In the end I did make it to the end, but it was nothing but an annoying pain in the neck and I'm now officially and permanently done with this series of paper novels. Life is too short to waste it on this limp of an effort. If you feel you must pursue this novel yourself, you do it at your own risk!

One thing you might do to entertain yourself (if you get bored with the number of times she talks about Tomo's hair banging into his eyes), is to consider how many times Sun uses keitai (which is nothing but the Japanese word for cell phone!) in place of simply using 'cell phone'. She behaves as though keitai is something fundamentally different or magically special, but there's no intelligent or logical reason to use it. If there's no English equivalent for the word then by all means use it, but to employ it for pretentious reasons only, is a big turn off to me.

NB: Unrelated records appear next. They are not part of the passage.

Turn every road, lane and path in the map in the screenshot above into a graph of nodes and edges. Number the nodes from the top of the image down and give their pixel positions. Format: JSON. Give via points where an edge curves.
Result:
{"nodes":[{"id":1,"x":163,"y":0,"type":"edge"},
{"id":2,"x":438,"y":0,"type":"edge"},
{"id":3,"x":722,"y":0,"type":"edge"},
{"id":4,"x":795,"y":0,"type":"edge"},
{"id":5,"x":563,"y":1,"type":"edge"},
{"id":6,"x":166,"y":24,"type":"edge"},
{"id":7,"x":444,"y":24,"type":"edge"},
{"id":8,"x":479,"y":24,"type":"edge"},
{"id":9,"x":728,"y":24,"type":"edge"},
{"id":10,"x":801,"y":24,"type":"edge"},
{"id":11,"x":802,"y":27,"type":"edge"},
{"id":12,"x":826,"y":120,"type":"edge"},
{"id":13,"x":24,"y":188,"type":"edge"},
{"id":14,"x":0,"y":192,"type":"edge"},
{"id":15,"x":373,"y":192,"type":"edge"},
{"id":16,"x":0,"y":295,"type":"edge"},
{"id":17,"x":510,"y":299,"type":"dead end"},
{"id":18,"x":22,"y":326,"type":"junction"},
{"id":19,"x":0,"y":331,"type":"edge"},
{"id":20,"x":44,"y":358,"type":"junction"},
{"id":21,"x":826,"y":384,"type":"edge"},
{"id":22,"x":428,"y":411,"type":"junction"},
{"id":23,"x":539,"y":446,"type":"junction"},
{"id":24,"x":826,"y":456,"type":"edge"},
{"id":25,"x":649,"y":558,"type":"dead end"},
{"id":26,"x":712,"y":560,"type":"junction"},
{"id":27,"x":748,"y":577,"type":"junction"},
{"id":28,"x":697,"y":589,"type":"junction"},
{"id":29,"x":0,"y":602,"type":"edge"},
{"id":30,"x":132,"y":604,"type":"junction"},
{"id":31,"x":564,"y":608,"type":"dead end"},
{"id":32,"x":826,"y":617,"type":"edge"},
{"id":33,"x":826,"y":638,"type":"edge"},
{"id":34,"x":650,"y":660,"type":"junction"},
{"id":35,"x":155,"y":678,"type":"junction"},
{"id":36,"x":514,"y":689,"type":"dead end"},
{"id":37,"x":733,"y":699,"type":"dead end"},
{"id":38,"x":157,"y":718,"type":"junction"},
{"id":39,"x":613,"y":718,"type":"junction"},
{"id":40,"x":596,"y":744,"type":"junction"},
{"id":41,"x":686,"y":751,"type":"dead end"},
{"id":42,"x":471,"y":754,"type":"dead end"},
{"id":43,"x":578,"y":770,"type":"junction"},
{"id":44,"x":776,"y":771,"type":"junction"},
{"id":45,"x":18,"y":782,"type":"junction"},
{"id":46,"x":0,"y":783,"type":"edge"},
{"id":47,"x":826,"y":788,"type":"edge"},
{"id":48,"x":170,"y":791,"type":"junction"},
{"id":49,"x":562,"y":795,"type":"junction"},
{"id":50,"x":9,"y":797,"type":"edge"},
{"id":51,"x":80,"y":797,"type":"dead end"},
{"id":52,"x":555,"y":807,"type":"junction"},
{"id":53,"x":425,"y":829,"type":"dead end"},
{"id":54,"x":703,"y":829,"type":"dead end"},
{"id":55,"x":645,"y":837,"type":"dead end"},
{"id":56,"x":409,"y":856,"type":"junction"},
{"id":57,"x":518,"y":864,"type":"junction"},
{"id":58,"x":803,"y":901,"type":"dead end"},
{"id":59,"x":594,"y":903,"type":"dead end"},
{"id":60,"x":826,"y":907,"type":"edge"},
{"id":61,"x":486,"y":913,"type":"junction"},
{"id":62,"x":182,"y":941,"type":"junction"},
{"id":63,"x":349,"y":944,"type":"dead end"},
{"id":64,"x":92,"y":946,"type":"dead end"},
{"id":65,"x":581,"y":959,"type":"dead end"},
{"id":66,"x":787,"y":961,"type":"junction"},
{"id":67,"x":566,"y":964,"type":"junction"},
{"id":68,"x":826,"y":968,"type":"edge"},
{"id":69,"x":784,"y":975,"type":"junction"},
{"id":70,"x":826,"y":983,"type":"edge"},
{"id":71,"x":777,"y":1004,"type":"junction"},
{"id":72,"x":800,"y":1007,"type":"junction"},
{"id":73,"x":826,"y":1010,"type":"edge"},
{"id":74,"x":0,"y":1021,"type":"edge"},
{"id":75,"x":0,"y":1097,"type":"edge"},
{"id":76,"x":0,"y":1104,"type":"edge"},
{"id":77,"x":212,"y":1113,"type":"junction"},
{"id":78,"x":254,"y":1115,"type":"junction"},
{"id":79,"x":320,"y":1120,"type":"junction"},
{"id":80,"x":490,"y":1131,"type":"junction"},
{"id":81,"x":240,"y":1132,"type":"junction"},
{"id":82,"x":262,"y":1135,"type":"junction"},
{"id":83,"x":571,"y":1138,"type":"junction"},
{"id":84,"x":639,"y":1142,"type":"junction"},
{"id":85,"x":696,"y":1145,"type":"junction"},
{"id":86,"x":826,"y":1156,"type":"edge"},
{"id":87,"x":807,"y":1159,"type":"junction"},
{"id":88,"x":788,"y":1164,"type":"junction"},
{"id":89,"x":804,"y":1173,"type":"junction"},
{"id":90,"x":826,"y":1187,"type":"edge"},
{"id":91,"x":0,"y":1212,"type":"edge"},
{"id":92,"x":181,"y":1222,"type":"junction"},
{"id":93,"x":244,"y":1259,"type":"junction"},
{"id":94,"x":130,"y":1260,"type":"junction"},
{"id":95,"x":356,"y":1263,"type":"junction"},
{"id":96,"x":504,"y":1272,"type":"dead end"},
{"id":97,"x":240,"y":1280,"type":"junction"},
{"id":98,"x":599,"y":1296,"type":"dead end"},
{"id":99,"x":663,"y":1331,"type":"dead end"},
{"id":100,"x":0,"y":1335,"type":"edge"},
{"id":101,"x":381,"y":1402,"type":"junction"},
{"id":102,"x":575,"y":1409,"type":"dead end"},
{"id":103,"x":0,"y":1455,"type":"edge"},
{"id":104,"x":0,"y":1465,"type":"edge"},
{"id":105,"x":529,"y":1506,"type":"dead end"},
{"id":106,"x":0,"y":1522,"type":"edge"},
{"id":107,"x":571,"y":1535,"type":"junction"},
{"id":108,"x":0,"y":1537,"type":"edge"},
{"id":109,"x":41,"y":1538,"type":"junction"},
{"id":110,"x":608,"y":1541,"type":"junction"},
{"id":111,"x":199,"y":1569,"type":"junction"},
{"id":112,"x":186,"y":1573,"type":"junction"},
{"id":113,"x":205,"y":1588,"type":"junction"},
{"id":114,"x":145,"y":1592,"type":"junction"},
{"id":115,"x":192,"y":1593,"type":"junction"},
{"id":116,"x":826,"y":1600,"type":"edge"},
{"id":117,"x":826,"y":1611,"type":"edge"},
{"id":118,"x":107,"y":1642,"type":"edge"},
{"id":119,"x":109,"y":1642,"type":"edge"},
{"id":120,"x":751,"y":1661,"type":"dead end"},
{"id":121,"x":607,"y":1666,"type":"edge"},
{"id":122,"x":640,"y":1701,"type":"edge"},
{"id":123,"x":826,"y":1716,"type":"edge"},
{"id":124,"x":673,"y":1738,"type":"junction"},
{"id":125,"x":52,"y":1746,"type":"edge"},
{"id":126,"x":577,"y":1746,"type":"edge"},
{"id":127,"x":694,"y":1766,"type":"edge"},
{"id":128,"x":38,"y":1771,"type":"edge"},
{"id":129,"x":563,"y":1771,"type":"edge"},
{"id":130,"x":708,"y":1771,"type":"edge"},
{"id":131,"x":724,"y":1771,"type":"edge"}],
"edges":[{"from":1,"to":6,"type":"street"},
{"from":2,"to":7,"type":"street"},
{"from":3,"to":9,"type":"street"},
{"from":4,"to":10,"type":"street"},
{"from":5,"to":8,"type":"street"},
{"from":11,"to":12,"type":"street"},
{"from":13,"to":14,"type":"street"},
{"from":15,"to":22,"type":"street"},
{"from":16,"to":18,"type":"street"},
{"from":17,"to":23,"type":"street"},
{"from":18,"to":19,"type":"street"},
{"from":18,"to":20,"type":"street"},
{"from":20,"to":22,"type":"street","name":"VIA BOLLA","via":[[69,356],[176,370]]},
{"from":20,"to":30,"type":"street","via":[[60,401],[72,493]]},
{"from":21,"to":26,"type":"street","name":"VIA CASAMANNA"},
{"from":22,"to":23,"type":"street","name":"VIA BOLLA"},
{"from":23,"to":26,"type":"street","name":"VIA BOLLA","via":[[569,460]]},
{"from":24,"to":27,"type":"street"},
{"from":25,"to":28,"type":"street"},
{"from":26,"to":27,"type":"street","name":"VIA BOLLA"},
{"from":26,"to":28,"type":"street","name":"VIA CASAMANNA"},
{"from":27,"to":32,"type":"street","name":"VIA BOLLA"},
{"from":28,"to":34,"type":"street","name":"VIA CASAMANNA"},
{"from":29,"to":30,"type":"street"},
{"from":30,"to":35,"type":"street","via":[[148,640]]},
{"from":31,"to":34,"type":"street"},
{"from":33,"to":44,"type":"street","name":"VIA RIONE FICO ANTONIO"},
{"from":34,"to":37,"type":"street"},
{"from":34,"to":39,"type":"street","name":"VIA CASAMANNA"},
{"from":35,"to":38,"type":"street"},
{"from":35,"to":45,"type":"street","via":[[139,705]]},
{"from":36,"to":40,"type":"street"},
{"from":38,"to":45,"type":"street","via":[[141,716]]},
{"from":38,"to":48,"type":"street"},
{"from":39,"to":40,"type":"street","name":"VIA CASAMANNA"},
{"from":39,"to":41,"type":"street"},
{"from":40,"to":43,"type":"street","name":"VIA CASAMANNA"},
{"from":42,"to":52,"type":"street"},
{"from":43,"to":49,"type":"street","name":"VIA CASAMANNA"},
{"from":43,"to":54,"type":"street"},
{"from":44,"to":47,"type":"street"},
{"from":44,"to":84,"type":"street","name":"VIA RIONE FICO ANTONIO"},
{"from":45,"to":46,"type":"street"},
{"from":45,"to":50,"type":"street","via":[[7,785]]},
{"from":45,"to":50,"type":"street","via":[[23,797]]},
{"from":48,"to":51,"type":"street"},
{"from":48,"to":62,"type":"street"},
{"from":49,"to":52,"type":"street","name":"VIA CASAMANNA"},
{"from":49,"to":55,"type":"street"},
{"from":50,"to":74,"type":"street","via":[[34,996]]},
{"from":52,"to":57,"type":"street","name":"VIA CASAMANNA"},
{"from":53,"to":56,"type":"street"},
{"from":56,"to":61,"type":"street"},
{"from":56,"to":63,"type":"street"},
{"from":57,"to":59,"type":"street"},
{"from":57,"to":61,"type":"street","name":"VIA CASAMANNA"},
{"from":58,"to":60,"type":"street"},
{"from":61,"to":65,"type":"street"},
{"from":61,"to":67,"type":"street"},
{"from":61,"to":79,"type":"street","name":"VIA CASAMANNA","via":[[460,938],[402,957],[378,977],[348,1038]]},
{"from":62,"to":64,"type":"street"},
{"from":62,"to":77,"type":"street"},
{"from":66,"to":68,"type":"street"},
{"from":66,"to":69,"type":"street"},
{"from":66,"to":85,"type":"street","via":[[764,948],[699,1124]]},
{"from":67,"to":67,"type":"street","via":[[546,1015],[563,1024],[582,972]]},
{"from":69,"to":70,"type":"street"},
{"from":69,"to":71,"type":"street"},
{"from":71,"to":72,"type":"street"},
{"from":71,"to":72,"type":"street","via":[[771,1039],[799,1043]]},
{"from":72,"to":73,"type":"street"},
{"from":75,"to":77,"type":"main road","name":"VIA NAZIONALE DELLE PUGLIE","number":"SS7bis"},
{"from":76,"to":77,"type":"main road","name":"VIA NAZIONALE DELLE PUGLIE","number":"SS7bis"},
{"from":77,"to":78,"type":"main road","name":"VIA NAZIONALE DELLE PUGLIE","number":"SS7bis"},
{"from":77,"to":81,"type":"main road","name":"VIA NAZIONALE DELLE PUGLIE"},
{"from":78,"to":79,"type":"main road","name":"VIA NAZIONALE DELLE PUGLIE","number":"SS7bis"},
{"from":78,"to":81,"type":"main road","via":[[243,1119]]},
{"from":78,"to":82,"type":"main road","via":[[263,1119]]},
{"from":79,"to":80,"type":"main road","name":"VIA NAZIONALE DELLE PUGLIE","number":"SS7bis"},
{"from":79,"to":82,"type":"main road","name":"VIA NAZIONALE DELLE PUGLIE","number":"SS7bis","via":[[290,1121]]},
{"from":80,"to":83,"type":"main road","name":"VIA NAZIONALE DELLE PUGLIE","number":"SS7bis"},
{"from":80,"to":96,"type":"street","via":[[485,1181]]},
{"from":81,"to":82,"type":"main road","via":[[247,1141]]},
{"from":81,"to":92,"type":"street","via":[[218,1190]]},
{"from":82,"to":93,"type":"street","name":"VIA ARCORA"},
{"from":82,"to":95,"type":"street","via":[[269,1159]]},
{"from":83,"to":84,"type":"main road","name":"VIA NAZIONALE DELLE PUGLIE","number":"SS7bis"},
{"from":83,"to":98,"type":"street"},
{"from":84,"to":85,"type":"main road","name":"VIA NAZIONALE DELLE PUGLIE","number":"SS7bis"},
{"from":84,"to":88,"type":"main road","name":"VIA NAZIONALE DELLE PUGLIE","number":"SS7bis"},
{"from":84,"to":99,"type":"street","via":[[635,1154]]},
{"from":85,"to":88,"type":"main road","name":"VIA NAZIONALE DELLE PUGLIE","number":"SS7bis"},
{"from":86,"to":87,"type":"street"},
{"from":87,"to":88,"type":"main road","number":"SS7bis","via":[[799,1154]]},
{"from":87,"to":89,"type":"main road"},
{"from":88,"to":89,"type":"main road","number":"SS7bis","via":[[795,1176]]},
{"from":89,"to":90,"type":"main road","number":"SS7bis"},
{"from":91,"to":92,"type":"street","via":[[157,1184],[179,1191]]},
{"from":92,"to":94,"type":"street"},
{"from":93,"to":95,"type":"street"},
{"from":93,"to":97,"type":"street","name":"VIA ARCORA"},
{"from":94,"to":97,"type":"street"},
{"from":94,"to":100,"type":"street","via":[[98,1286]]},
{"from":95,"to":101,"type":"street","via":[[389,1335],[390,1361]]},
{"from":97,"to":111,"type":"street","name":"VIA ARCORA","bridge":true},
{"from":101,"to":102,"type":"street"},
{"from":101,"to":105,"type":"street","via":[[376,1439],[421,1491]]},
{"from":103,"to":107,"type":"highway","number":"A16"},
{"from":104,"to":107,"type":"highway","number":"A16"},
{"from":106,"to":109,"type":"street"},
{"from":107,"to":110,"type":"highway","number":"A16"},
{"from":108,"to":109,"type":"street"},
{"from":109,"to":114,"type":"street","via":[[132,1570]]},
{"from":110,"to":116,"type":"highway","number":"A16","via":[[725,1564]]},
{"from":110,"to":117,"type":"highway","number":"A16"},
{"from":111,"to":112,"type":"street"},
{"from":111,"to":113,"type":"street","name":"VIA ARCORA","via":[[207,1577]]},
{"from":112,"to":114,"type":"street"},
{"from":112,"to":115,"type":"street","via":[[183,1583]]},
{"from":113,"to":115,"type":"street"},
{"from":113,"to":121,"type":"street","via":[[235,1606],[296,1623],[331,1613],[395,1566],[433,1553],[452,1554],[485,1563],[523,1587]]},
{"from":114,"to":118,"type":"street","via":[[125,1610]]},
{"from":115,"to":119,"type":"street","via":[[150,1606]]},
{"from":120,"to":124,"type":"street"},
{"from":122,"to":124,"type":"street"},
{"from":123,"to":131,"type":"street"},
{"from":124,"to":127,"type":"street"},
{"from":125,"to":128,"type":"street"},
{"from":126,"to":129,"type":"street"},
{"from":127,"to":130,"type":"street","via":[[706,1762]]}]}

You can survive the excruciation of reading this if you imagine keitai to be a euphemism for something sexual. This made the novel far more entertaining, and was the only reason I got through the last one hundred pages! Here are some examples:

  • When my keitai chimed, I grabbed for it gratefully.
  • In my bathroom, I took out my keitai…
  • I’d forgotten to put my keitai in manner mode…
  • I closed my keitai and shoved it back in my bag.
  • He pulled out his keitai…
  • His palm opened slowly and the keitai dropped to the floor...
  • Then his keitai rang again, spewing rainbow colors across the floor.
  • Okay, I said, pulling out my keitai…
  • My keitai beeped with his info.
  • A buzzing noise sounded in my purse. My keitai.
  • I sat down with a bowl of shrimp chips and flipped open my keitai.
  • You could try his keitai.
  • The sound of my keitai beeping woke me the next morning. I rubbed my eyes until they turned red.
  • …although he hadn't tried my keitai yet…
  • I screamed at my brain to think. My keitai.
  • The ink and blood dripped off my wrist and onto my keitai.
  • Tomo, I said, flipping my keitai open and closed again…
  • I grabbed the keitai putting it beside his face, then breathed out in relief.
  • I lifted the keitai out of my pocked and saw him hunched over in the dim light.
  • Are you okay, he said, and my keitai blinked out.
  • My keitai went off in the middle of the night.
  • How phallic is this: Then he pulled out his keitai, the little kendo warrior swinging back and forth on his phone strap!